● Instructions for the task
Using the material below, tally each line with the string "Monterrey" and report only the total.

+-------+

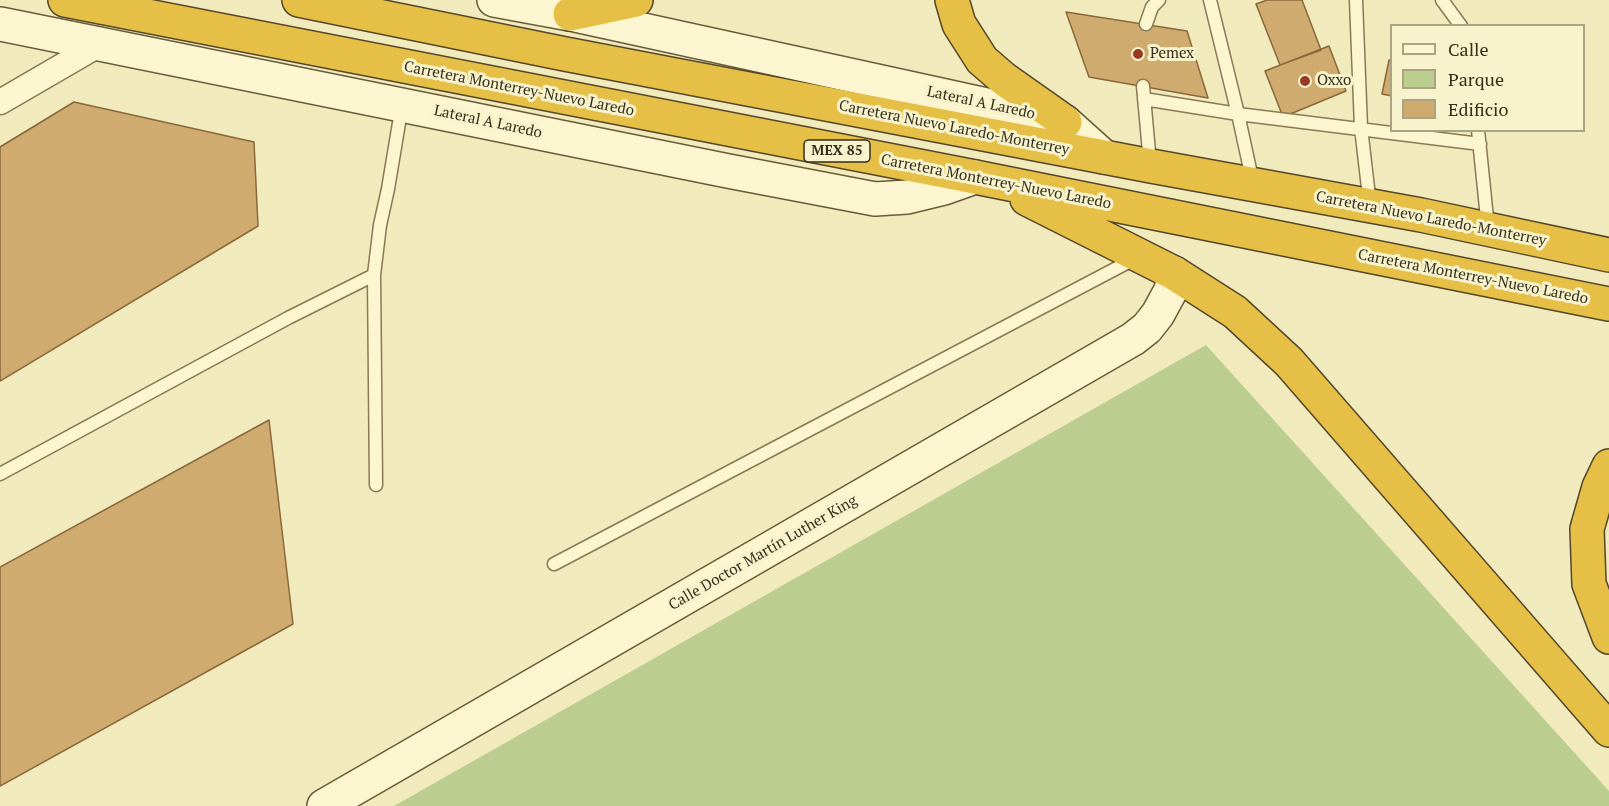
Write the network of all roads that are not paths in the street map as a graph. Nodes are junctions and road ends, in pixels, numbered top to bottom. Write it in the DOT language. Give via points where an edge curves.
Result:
graph roads {
  1 [pos="65,0"];
  2 [pos="299,0"];
  3 [pos="494,0"];
  4 [pos="636,0"];
  5 [pos="952,0"];
  6 [pos="1159,0"];
  7 [pos="1210,0"];
  8 [pos="1356,0"];
  9 [pos="1442,0"];
  10 [pos="570,14"];
  11 [pos="0,24"];
  12 [pos="1146,24"];
  13 [pos="1460,24"];
  14 [pos="100,44"];
  15 [pos="0,102"];
  16 [pos="402,104"];
  17 [pos="1238,114"];
  18 [pos="1065,122"];
  19 [pos="1361,129"];
  20 [pos="1478,132"];
  21 [pos="1480,144"];
  22 [pos="1104,157"];
  23 [pos="1151,166"];
  24 [pos="981,178"];
  25 [pos="1253,184"];
  26 [pos="1370,205"];
  27 [pos="1488,229"];
  28 [pos="1609,255"];
  29 [pos="1140,256"];
  30 [pos="1174,273"];
  31 [pos="374,275"];
  32 [pos="1609,304"];
  33 [pos="1609,466"];
  34 [pos="0,474"];
  35 [pos="376,485"];
  36 [pos="554,564"];
  37 [pos="1609,637"];
  38 [pos="1609,730"];
  39 [pos="324,806"];
  1 -- 24 [label="highway, Carretera Monterrey-Nuevo Laredo / MEX 85"];
  2 -- 22 [label="highway, Carretera Nuevo Laredo-Monterrey"];
  3 -- 10 [label="street, Lateral A Laredo"];
  4 -- 10 [label="highway"];
  5 -- 18 [label="highway" via="959,24 982,60"];
  6 -- 12 [label="lane"];
  7 -- 17 [label="lane"];
  8 -- 19 [label="lane"];
  9 -- 13 [label="lane"];
  10 -- 18 [label="street, Lateral A Laredo"];
  11 -- 14 [label="street, Lateral A Laredo"];
  14 -- 15 [label="street"];
  14 -- 16 [label="street, Lateral A Laredo"];
  16 -- 24 [label="street, Lateral A Laredo" via="874,199 907,198"];
  16 -- 31 [label="lane"];
  17 -- 19 [label="lane"];
  17 -- 23 [label="lane" via="1144,93"];
  17 -- 25 [label="lane"];
  18 -- 22 [label="street, Lateral A Laredo"];
  19 -- 21 [label="lane"];
  19 -- 26 [label="lane"];
  20 -- 21 [label="lane"];
  21 -- 27 [label="lane"];
  22 -- 23 [label="highway, Carretera Nuevo Laredo-Monterrey"];
  23 -- 25 [label="highway, Carretera Nuevo Laredo-Monterrey"];
  24 -- 29 [label="highway"];
  24 -- 32 [label="highway, Carretera Monterrey-Nuevo Laredo / MEX 85"];
  25 -- 26 [label="highway, Carretera Nuevo Laredo-Monterrey"];
  26 -- 27 [label="highway, Carretera Nuevo Laredo-Monterrey"];
  27 -- 28 [label="highway, Carretera Nuevo Laredo-Monterrey"];
  29 -- 30 [label="highway"];
  29 -- 36 [label="lane"];
  30 -- 38 [label="highway" via="1235,312 1289,362"];
  30 -- 39 [label="street, Calle Doctor Martín Luther King" via="1171,290 1158,314 1133,339"];
  31 -- 34 [label="lane"];
  31 -- 35 [label="lane"];
  33 -- 37 [label="highway" via="1587,529 1589,584"];
}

+-------+

● Task response
8